◆ Problem to work on
Transcription of the full listing is required, character for character.

◆ Records for processing
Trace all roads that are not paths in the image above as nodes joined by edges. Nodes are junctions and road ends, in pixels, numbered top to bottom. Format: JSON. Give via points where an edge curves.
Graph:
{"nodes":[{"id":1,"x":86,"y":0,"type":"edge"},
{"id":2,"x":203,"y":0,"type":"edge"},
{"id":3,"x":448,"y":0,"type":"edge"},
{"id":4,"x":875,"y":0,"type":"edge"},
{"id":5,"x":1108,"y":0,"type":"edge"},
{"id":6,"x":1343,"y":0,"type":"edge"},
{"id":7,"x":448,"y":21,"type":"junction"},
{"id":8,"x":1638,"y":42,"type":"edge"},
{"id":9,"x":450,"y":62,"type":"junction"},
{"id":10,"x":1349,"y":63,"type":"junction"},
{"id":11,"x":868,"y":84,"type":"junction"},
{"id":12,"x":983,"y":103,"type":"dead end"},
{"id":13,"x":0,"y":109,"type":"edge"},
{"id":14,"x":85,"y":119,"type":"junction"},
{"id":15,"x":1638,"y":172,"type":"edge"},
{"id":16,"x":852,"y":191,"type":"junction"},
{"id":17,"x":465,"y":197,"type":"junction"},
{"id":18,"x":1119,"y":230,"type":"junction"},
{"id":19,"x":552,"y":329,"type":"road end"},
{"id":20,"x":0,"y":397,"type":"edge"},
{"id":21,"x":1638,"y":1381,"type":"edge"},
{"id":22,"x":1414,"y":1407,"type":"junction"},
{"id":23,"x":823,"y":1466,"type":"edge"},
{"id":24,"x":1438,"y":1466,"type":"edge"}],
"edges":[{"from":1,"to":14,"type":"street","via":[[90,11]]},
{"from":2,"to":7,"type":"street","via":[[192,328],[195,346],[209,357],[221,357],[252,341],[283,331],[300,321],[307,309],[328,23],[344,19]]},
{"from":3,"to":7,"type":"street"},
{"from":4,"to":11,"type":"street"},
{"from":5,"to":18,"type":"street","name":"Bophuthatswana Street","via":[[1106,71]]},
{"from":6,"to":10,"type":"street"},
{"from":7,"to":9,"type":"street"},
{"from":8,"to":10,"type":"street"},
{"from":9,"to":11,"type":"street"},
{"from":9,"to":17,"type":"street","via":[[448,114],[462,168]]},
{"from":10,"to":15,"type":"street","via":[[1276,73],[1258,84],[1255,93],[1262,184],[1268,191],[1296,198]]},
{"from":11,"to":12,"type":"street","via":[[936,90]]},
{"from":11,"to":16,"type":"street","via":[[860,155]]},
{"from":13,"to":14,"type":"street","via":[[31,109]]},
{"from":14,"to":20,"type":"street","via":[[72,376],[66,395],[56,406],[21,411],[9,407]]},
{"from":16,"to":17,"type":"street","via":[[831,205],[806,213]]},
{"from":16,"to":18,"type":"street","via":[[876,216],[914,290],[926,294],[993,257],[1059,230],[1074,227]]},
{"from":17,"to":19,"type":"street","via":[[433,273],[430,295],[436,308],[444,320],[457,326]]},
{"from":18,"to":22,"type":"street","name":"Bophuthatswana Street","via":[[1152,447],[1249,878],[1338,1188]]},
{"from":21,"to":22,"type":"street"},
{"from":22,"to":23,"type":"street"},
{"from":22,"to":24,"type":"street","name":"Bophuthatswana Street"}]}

◆ Output for this task
Trace all roads that are not paths in the image above as nodes joined by edges. Nodes are junctions and road ends, in pixels, numbered top to bottom. Format: JSON. Give via points where an edge curves.
Graph:
{"nodes":[{"id":1,"x":86,"y":0,"type":"edge"},
{"id":2,"x":203,"y":0,"type":"edge"},
{"id":3,"x":448,"y":0,"type":"edge"},
{"id":4,"x":875,"y":0,"type":"edge"},
{"id":5,"x":1108,"y":0,"type":"edge"},
{"id":6,"x":1343,"y":0,"type":"edge"},
{"id":7,"x":448,"y":21,"type":"junction"},
{"id":8,"x":1638,"y":42,"type":"edge"},
{"id":9,"x":450,"y":62,"type":"junction"},
{"id":10,"x":1349,"y":63,"type":"junction"},
{"id":11,"x":868,"y":84,"type":"junction"},
{"id":12,"x":983,"y":103,"type":"dead end"},
{"id":13,"x":0,"y":109,"type":"edge"},
{"id":14,"x":85,"y":119,"type":"junction"},
{"id":15,"x":1638,"y":172,"type":"edge"},
{"id":16,"x":852,"y":191,"type":"junction"},
{"id":17,"x":465,"y":197,"type":"junction"},
{"id":18,"x":1119,"y":230,"type":"junction"},
{"id":19,"x":552,"y":329,"type":"road end"},
{"id":20,"x":0,"y":397,"type":"edge"},
{"id":21,"x":1638,"y":1381,"type":"edge"},
{"id":22,"x":1414,"y":1407,"type":"junction"},
{"id":23,"x":823,"y":1466,"type":"edge"},
{"id":24,"x":1438,"y":1466,"type":"edge"}],
"edges":[{"from":1,"to":14,"type":"street","via":[[90,11]]},
{"from":2,"to":7,"type":"street","via":[[192,328],[195,346],[209,357],[221,357],[252,341],[283,331],[300,321],[307,309],[328,23],[344,19]]},
{"from":3,"to":7,"type":"street"},
{"from":4,"to":11,"type":"street"},
{"from":5,"to":18,"type":"street","name":"Bophuthatswana Street","via":[[1106,71]]},
{"from":6,"to":10,"type":"street"},
{"from":7,"to":9,"type":"street"},
{"from":8,"to":10,"type":"street"},
{"from":9,"to":11,"type":"street"},
{"from":9,"to":17,"type":"street","via":[[448,114],[462,168]]},
{"from":10,"to":15,"type":"street","via":[[1276,73],[1258,84],[1255,93],[1262,184],[1268,191],[1296,198]]},
{"from":11,"to":12,"type":"street","via":[[936,90]]},
{"from":11,"to":16,"type":"street","via":[[860,155]]},
{"from":13,"to":14,"type":"street","via":[[31,109]]},
{"from":14,"to":20,"type":"street","via":[[72,376],[66,395],[56,406],[21,411],[9,407]]},
{"from":16,"to":17,"type":"street","via":[[831,205],[806,213]]},
{"from":16,"to":18,"type":"street","via":[[876,216],[914,290],[926,294],[993,257],[1059,230],[1074,227]]},
{"from":17,"to":19,"type":"street","via":[[433,273],[430,295],[436,308],[444,320],[457,326]]},
{"from":18,"to":22,"type":"street","name":"Bophuthatswana Street","via":[[1152,447],[1249,878],[1338,1188]]},
{"from":21,"to":22,"type":"street"},
{"from":22,"to":23,"type":"street"},
{"from":22,"to":24,"type":"street","name":"Bophuthatswana Street"}]}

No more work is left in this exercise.